O velho conto

Correia da Fonseca

O enredo é velho e é conhecido, qualquer coisa como segue. Chega a Lisboa, talvez à estação fluvial do Terreiro do Paço, talvez a Santa Apolónia, talvez a um qualquer terminal rodoviário, um cidadão de boa-fé mas pouca ou nenhuma experiência em armadilhas tecidas pela falta de escrúpulos e de vergonha. Chega e é abordado por um sujeito de bom aspecto e falas fáceis que, invocando pressas inadiáveis ou outro pretexto, lhe propõe trocar uma apetitosa quantidade de notas acondicionadas em grosso maço hermeticamente fechado pelo escasso dinheiro que o cidadão abordado transporte consigo. Parece um bom e fácil negócio, o proponente é convincente, consta por aí que as óptimas oportunidades acontecem, do que resulta a proposta ser aceite pelo recém-chegado inexperiente e a troca ser consumada: passa ele para as mãos do desconhecido todo o conteúdo que trazia na carteira, recebe nas suas mãos ávidas o maço que supõe ser de notas e depressa verificará que é apenas de pedaços de páginas do «Diário de Notícias» ou, pior ainda, do «Correio da Manhã». Fica, pois, mais pobre do que chegara, excepto numa particular sabedoria: passa a saber por ciência directa o que é o chamado Conto do Vigário, obviamente punível pelos tribunais quando todos os astros se conjuguem para tanto, sem que mesmo nesse caso as notas que lhe foram extorquidas, as autênticas, regressem ao seu poder. Porque entretanto se terão evaporado, como é próprio do seu natural destino, e a este prejuízo se acrescentarão as despesas de natureza judicial ou outras que o vigarizado terá de suportar e virão adicionar-se à perda do capital inicial.

A presença do essencial

Este é, pois, o desenho esquemático do velho e já quase mítico Conto do Vigário que, como bem se compreende, tem acolhido variações ao longo dos tempos, pois bem se sabe que a arte de intrujar o cidadão crédulo está permanentemente a integrar novos métodos, designadamente e sobretudo quando ocorre em contextos sociais em que a primeira das regras é a do desenrascanço individual a qualquer preço. Ora, nos últimos dias a televisão tem vindo a falar-nos de um caso concreto que tem todas as características fundamentais do Conto do Vigário, embora acontecido não ao ar livre, à beira de um lugar de chegada à capital, mas sim em amplas salas climatizadas e revestido por um vocabulário técnico que melhora o seu aspecto: é o escândalo da venda aos balcões do falecido BES do chamado «papel comercial», designação aliás suspeita de ser imprópria por a operação não emergir de qualquer acto de comércio corrente mas consubstanciar, isso sim, uma operação financeira.
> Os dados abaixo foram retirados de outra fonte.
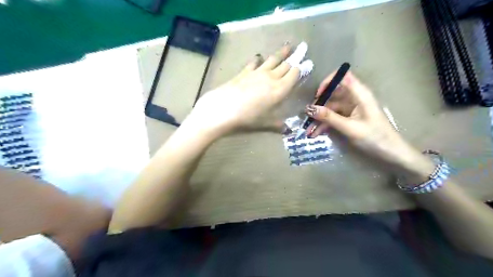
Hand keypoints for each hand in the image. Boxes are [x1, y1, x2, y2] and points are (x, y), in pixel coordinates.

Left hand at [187, 41, 313, 133]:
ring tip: (287, 46)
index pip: (294, 75)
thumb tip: (289, 131)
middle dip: (295, 57)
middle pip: (286, 65)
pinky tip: (259, 57)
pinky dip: (258, 59)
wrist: (223, 109)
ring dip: (281, 53)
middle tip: (302, 49)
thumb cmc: (248, 118)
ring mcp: (257, 72)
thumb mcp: (265, 124)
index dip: (302, 69)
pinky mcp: (244, 72)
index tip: (307, 64)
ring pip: (273, 59)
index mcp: (280, 90)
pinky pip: (254, 62)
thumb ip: (278, 125)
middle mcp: (271, 77)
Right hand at [307, 70, 432, 175]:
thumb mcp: (350, 128)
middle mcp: (355, 98)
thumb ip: (329, 117)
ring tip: (308, 131)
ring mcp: (351, 109)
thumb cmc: (375, 138)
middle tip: (307, 117)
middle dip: (319, 106)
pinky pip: (333, 117)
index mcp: (360, 94)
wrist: (391, 153)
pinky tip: (316, 133)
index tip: (317, 96)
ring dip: (319, 119)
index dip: (328, 82)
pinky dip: (325, 124)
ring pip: (330, 108)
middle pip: (333, 94)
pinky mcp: (349, 118)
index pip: (342, 77)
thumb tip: (308, 108)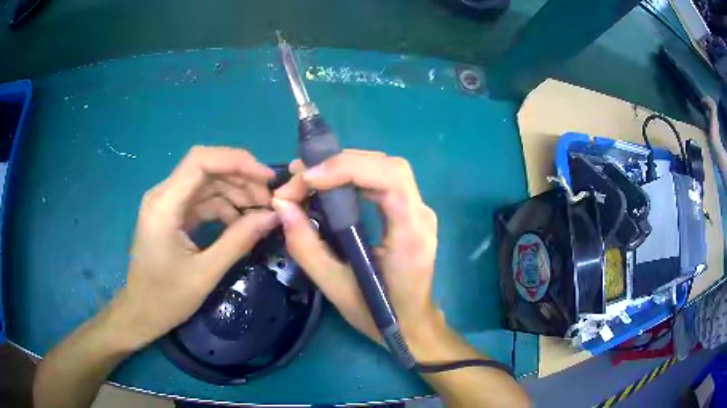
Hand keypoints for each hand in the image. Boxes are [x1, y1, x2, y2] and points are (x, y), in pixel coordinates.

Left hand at [109, 146, 278, 350]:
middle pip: (206, 167)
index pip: (201, 162)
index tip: (268, 178)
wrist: (141, 312)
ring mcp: (166, 203)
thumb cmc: (167, 298)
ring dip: (235, 191)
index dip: (237, 161)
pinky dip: (223, 205)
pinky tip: (240, 221)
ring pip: (206, 181)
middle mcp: (162, 195)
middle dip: (240, 177)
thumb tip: (273, 216)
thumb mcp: (205, 273)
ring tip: (260, 211)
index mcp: (164, 206)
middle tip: (269, 200)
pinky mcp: (171, 213)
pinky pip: (201, 199)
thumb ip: (238, 241)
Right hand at [273, 150, 441, 355]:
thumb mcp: (335, 287)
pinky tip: (330, 183)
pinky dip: (354, 174)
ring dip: (345, 166)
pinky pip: (385, 180)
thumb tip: (281, 206)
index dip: (348, 168)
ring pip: (386, 168)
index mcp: (411, 236)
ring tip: (308, 178)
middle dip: (341, 164)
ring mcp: (420, 211)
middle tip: (299, 178)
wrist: (412, 324)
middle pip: (388, 167)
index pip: (391, 179)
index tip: (307, 179)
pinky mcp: (411, 212)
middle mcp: (422, 216)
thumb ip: (306, 247)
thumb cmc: (379, 314)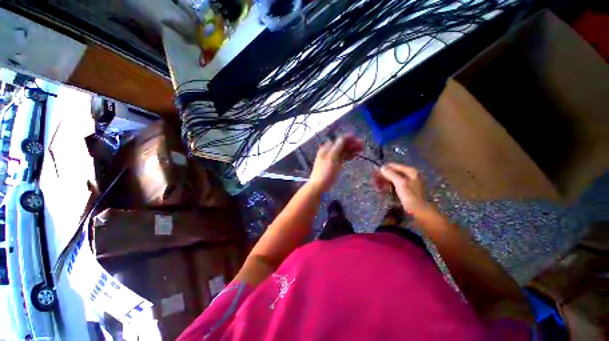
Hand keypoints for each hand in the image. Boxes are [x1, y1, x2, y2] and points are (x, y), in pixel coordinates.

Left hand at [309, 135, 363, 192]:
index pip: (338, 140)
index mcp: (326, 149)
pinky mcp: (335, 165)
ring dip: (352, 149)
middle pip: (341, 145)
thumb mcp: (331, 158)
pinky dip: (349, 156)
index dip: (347, 138)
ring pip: (343, 152)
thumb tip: (343, 137)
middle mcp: (329, 152)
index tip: (357, 137)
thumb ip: (337, 147)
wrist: (319, 186)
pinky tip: (355, 156)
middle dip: (351, 143)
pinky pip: (343, 158)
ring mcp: (332, 159)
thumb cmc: (325, 172)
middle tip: (362, 144)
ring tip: (362, 149)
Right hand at [373, 163, 429, 214]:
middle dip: (383, 177)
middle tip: (374, 182)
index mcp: (411, 171)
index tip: (374, 174)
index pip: (393, 166)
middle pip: (393, 172)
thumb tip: (382, 167)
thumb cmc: (412, 197)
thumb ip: (391, 174)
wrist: (422, 213)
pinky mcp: (408, 190)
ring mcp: (410, 183)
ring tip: (377, 188)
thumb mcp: (400, 184)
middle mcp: (411, 175)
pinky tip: (383, 191)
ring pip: (394, 179)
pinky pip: (396, 185)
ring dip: (385, 182)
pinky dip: (389, 187)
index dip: (383, 169)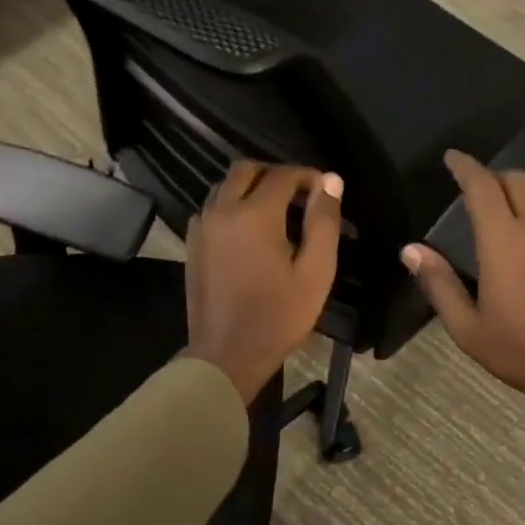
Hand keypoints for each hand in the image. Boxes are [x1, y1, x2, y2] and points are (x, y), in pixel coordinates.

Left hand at [186, 162, 342, 404]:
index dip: (308, 177)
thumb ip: (323, 221)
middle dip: (276, 174)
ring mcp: (202, 226)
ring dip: (252, 187)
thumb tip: (331, 180)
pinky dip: (233, 204)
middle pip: (246, 169)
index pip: (283, 175)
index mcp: (254, 215)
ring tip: (279, 212)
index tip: (326, 192)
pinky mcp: (192, 243)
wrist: (227, 354)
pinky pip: (212, 207)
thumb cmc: (279, 315)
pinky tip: (252, 230)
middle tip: (301, 197)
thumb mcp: (316, 271)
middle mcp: (221, 210)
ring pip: (225, 186)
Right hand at [402, 151, 524, 443]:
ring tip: (510, 217)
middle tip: (479, 190)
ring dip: (522, 198)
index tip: (453, 158)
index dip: (465, 166)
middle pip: (517, 181)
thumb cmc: (523, 350)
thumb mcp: (469, 328)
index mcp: (503, 241)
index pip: (482, 186)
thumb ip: (439, 285)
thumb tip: (411, 251)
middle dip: (494, 177)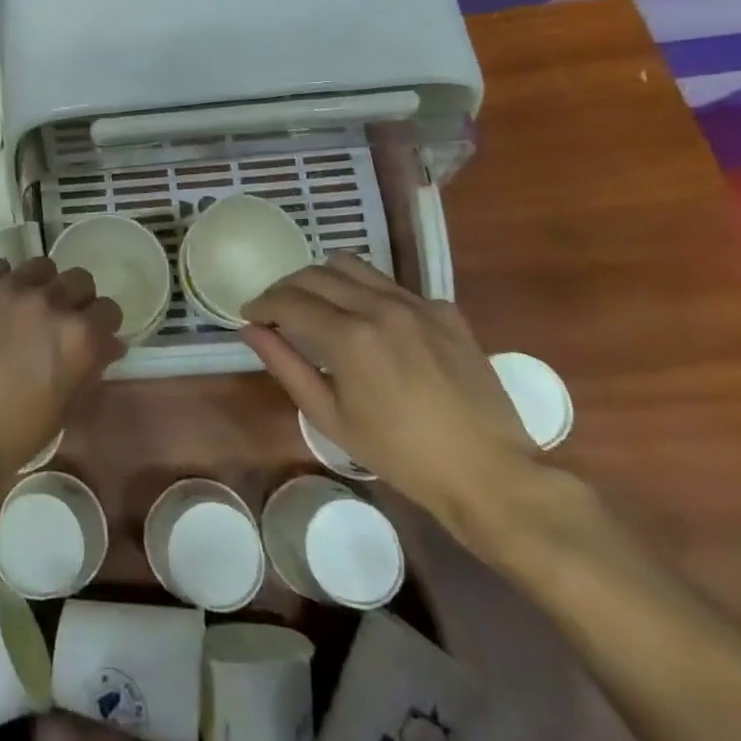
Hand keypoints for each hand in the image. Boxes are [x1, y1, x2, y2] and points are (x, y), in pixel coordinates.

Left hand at [0, 257, 124, 501]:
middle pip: (80, 280)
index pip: (109, 309)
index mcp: (78, 336)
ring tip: (25, 309)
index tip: (93, 337)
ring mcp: (9, 288)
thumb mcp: (64, 411)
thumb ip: (90, 369)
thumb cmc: (10, 436)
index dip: (102, 325)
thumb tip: (106, 346)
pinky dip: (2, 283)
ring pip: (41, 267)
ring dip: (41, 286)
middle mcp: (49, 301)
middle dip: (76, 300)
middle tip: (58, 322)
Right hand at [241, 251, 538, 546]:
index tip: (250, 314)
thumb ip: (285, 366)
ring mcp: (416, 303)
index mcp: (348, 336)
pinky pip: (392, 285)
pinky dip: (367, 293)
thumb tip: (251, 330)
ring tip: (317, 304)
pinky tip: (371, 323)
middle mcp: (379, 306)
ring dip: (324, 279)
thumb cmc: (401, 455)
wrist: (490, 473)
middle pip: (315, 274)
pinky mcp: (444, 310)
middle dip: (286, 288)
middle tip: (276, 310)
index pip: (288, 301)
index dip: (262, 304)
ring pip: (353, 266)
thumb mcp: (331, 417)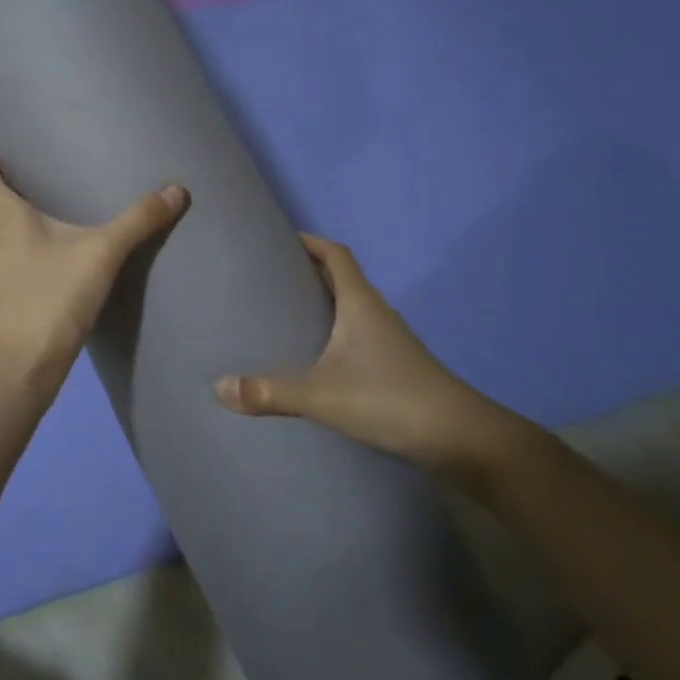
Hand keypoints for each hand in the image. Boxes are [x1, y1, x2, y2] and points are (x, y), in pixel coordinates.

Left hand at [0, 145, 187, 401]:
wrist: (22, 365)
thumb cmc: (51, 297)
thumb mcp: (101, 253)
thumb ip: (137, 221)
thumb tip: (176, 190)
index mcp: (4, 217)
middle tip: (13, 166)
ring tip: (26, 201)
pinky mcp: (3, 294)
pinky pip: (0, 255)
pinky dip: (11, 242)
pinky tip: (40, 247)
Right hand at [213, 234, 528, 487]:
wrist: (461, 439)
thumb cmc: (390, 399)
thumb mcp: (322, 395)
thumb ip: (270, 392)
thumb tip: (218, 387)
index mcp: (360, 303)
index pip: (335, 253)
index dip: (309, 241)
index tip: (276, 239)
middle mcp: (376, 313)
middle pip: (340, 278)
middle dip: (305, 272)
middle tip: (265, 279)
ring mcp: (388, 341)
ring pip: (349, 308)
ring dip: (320, 303)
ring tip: (281, 314)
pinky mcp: (394, 367)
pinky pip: (356, 335)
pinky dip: (333, 334)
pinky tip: (313, 357)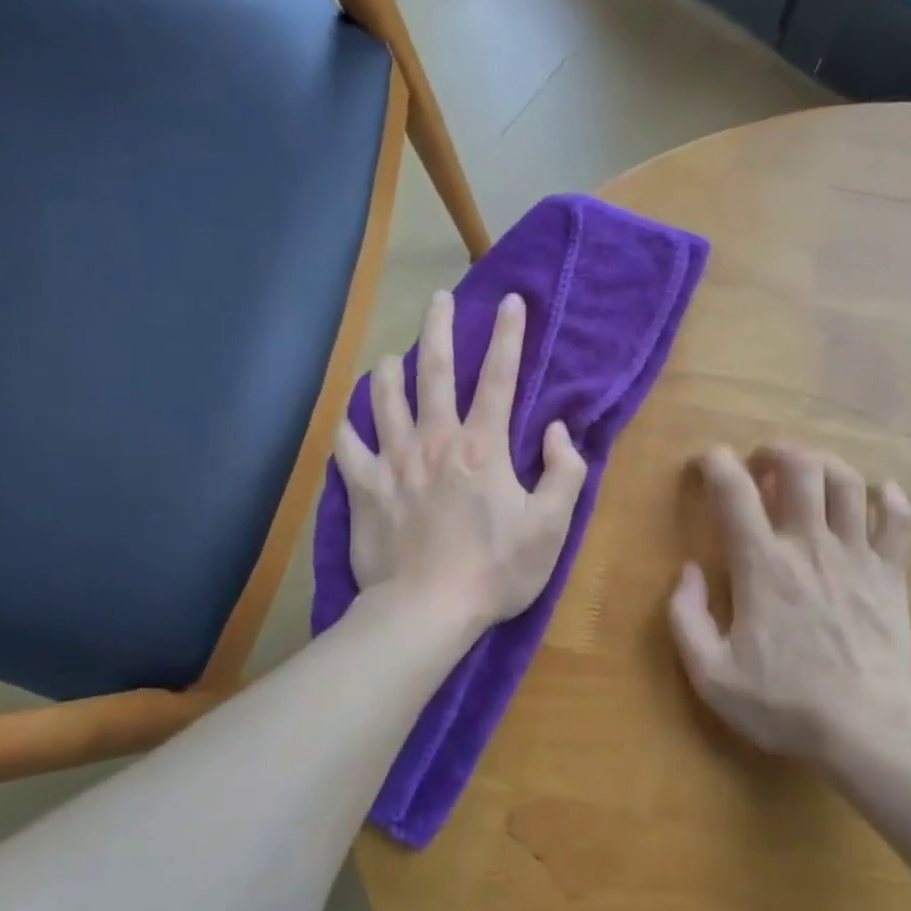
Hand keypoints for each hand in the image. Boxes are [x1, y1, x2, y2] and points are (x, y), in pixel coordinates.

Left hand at [334, 289, 587, 634]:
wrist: (426, 611)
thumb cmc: (495, 572)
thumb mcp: (551, 527)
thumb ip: (564, 473)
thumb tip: (558, 430)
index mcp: (482, 447)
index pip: (500, 378)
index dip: (510, 336)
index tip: (512, 301)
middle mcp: (434, 440)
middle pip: (434, 370)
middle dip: (439, 328)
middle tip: (438, 299)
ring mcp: (393, 462)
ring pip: (383, 398)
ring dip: (387, 371)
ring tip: (390, 358)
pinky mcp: (363, 488)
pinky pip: (346, 446)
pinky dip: (347, 428)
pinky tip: (349, 420)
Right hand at [668, 443, 910, 761]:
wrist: (865, 728)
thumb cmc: (783, 702)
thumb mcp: (710, 673)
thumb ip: (686, 617)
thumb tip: (688, 572)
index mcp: (761, 564)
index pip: (733, 490)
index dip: (715, 463)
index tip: (707, 464)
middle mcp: (809, 545)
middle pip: (800, 467)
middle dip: (776, 452)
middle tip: (762, 466)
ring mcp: (856, 556)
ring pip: (847, 482)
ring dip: (825, 465)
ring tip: (810, 475)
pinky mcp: (890, 575)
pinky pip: (898, 521)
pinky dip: (890, 499)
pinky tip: (880, 495)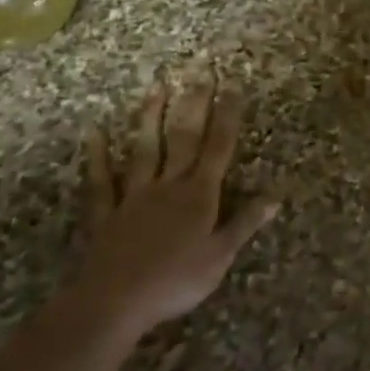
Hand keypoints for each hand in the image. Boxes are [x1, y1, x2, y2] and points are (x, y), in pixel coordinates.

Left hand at [76, 74, 276, 337]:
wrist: (115, 301)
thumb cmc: (175, 282)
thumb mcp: (220, 257)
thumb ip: (244, 223)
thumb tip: (274, 196)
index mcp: (198, 195)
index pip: (218, 148)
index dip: (227, 116)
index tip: (232, 85)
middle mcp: (168, 185)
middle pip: (183, 138)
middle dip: (194, 103)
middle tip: (199, 69)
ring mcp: (133, 196)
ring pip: (144, 149)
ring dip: (150, 117)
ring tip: (156, 87)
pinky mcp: (106, 213)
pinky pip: (100, 181)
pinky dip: (97, 157)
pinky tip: (94, 133)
Lá está, neste caso, o essencial do Conto: a troca de dinheiro autêntico por títulos (desmaterializados ou não) que não valem nada porque ninguém aceita pagá-los. E a televisão tem trazido a nossas casas o penosíssimo espectáculo de dezenas de vítimas da fraude que se vêem despojadas do produto de décadas de trabalho e talvez de privações, a quem os protagonistas deste triste entremez negam até a palavra de esperança que lhes é devida. Banco ex-ES alcunhado de Novo, Banco ES decerto Velho e assaltado por dentro, Banco de Portugal supostamente vigilante e inevitavelmente responsável, Governo, todos se cumpliciam na recusa de responsabilidades e no aparente abandono dos lesados à sua desgraçada sorte. Quando muito, surge por vezes, esfumado, o perfil de alguns pequenos intervenientes de qualquer modo não responsabilizáveis: os empregados bancários, em dada altura agraciados com o vistoso título de «gestores de conta», que receberam dos banqueiros seus patrões ordem para impingirem a clientes confiantes o tal «papel comercial» por troca com as respectivas economias. É claro que obedeceram de boa-fé, tal como é claro que por alternativa à obediência só tinham a de procurar outro emprego. Mas dos caminhos por onde se escoou esse dinheiro, tal como dos lugares por onde prosseguem as suas vidas aqueles que o embolsaram, não nos tem falado a televisão. Adivinha-se: decerto por não ser matéria com «interesse jornalístico».